## Aim of the task
Copy every line from the material below that holds "forall".

## Data for the task
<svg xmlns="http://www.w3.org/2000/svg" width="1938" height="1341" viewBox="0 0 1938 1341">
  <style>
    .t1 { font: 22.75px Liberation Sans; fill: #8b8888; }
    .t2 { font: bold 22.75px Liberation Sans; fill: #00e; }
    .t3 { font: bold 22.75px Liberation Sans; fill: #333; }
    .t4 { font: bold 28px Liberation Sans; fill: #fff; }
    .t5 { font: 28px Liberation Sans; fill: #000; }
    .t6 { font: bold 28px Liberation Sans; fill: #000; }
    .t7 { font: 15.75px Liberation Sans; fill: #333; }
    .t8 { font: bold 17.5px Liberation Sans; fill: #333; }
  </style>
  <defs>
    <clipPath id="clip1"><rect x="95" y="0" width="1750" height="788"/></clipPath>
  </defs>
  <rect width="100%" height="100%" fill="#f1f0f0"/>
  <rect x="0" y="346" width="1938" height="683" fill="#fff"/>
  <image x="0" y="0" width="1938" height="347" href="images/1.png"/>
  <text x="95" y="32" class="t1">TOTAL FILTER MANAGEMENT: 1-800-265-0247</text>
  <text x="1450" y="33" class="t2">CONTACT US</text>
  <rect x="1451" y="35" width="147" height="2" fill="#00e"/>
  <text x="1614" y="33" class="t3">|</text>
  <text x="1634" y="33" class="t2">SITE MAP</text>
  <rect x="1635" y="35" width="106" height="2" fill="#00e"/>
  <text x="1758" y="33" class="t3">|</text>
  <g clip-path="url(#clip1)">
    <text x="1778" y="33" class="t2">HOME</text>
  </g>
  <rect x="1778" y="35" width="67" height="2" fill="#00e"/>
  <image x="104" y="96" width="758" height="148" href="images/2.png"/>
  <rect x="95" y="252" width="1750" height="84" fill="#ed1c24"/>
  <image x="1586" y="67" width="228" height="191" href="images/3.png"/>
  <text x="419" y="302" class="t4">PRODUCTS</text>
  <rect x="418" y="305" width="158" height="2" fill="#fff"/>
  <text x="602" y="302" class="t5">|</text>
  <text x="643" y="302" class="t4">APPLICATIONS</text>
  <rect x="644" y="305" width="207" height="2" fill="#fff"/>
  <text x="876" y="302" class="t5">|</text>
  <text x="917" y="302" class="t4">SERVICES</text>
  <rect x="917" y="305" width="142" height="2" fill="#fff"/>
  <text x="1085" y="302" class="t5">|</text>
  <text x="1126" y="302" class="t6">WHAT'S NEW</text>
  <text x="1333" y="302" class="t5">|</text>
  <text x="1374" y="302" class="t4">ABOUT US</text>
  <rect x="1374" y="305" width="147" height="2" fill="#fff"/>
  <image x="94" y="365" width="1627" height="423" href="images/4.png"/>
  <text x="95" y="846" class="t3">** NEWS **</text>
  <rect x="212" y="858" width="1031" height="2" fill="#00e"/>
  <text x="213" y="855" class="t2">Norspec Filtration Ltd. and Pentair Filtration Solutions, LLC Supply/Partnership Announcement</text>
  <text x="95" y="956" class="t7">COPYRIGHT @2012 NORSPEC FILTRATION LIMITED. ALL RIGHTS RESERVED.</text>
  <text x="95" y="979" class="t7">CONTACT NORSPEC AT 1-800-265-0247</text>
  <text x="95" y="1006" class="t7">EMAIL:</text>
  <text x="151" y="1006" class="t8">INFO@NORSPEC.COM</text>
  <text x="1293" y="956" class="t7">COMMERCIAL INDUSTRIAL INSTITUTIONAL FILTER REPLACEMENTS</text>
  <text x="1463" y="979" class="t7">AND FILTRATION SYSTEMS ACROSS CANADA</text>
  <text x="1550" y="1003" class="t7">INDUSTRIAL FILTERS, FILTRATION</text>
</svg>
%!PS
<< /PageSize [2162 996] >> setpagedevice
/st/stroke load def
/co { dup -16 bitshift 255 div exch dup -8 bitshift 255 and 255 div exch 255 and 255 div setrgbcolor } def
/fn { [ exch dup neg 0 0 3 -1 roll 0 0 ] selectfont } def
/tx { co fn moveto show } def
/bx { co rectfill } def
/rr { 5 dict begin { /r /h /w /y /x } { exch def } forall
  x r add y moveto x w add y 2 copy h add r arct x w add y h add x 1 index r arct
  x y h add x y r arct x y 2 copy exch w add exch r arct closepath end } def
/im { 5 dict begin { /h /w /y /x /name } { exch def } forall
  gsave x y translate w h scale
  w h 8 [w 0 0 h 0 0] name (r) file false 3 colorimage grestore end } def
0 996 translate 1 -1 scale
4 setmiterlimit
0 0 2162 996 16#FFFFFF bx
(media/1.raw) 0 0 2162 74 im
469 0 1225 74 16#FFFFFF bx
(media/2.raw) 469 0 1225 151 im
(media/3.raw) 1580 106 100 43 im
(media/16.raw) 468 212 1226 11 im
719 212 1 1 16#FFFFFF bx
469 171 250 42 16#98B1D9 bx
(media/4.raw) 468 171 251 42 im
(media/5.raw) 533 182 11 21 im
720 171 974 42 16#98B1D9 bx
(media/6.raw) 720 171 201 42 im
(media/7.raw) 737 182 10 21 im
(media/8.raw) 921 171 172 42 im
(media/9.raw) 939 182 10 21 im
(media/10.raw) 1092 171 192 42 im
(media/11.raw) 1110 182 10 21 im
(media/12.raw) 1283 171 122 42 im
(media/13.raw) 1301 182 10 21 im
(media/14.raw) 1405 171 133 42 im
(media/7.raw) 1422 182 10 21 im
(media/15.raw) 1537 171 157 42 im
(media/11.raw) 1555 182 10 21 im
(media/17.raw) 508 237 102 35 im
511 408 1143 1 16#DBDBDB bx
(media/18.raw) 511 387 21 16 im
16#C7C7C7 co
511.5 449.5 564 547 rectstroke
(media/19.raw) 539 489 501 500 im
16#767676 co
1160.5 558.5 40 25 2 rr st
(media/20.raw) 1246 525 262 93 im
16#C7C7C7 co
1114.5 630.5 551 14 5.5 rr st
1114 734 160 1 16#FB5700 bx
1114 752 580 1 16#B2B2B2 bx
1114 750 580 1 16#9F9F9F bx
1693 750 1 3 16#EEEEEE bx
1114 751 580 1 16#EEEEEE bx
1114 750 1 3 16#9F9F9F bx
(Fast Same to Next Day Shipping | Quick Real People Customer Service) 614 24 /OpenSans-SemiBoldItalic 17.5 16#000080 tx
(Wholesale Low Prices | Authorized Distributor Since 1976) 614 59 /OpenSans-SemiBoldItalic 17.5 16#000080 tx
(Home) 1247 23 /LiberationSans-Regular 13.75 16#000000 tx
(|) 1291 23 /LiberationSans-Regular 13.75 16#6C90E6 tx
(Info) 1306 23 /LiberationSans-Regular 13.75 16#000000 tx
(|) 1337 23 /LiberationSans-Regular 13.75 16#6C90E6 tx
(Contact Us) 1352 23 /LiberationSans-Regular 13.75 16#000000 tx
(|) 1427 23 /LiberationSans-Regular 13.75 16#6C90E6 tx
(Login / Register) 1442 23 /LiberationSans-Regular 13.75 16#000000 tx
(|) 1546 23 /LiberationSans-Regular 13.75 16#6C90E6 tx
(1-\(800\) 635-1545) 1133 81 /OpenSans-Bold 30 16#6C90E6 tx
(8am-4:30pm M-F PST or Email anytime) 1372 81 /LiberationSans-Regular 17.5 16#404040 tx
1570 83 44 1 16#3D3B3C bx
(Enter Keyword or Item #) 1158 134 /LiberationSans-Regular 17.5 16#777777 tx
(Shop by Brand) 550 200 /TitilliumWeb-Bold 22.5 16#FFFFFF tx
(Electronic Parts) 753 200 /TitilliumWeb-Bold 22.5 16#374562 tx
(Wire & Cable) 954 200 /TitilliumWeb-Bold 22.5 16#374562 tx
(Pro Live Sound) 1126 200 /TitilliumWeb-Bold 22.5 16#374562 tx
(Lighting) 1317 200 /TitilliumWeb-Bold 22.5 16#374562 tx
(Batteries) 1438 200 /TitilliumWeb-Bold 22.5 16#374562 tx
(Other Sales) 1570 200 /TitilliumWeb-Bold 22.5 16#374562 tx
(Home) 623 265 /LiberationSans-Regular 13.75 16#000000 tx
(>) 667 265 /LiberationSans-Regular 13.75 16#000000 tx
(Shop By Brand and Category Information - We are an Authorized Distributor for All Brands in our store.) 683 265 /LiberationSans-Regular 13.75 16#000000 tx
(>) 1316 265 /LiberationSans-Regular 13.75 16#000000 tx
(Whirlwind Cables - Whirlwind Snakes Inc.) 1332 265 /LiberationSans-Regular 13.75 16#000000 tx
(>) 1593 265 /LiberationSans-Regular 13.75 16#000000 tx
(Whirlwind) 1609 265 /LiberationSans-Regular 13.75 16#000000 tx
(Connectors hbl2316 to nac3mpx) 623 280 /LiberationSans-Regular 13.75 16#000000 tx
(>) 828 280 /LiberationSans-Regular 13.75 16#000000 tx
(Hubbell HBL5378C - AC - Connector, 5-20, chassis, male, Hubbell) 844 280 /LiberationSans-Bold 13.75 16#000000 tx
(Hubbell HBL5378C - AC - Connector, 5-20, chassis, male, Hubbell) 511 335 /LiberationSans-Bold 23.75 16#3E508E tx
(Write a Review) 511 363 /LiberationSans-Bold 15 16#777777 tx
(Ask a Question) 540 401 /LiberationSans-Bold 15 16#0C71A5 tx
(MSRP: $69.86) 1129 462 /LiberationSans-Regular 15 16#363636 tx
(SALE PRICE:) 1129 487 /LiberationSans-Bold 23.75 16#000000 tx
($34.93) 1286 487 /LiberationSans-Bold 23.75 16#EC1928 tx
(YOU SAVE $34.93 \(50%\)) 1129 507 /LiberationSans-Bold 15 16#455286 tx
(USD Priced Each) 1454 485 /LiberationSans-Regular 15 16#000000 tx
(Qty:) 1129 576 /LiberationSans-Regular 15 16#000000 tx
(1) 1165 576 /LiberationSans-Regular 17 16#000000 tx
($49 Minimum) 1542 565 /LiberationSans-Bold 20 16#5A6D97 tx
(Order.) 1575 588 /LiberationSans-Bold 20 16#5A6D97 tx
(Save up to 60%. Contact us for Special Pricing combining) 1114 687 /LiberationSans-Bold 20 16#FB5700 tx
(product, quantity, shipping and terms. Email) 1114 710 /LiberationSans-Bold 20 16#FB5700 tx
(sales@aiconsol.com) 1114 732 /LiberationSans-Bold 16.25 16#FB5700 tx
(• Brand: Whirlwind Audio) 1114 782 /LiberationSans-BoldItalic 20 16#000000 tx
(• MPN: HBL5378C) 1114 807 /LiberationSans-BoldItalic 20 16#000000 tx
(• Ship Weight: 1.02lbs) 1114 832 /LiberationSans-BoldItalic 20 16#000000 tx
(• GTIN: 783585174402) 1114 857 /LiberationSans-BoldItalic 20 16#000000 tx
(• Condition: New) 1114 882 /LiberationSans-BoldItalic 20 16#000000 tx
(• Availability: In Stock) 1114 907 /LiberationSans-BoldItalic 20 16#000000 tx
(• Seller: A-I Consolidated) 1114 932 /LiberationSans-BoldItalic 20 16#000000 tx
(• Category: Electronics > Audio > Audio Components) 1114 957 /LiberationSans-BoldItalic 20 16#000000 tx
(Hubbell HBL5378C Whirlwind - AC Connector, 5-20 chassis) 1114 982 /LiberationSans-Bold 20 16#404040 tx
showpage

## Problem solution
/rr { 5 dict begin { /r /h /w /y /x } { exch def } forall
/im { 5 dict begin { /h /w /y /x /name } { exch def } forall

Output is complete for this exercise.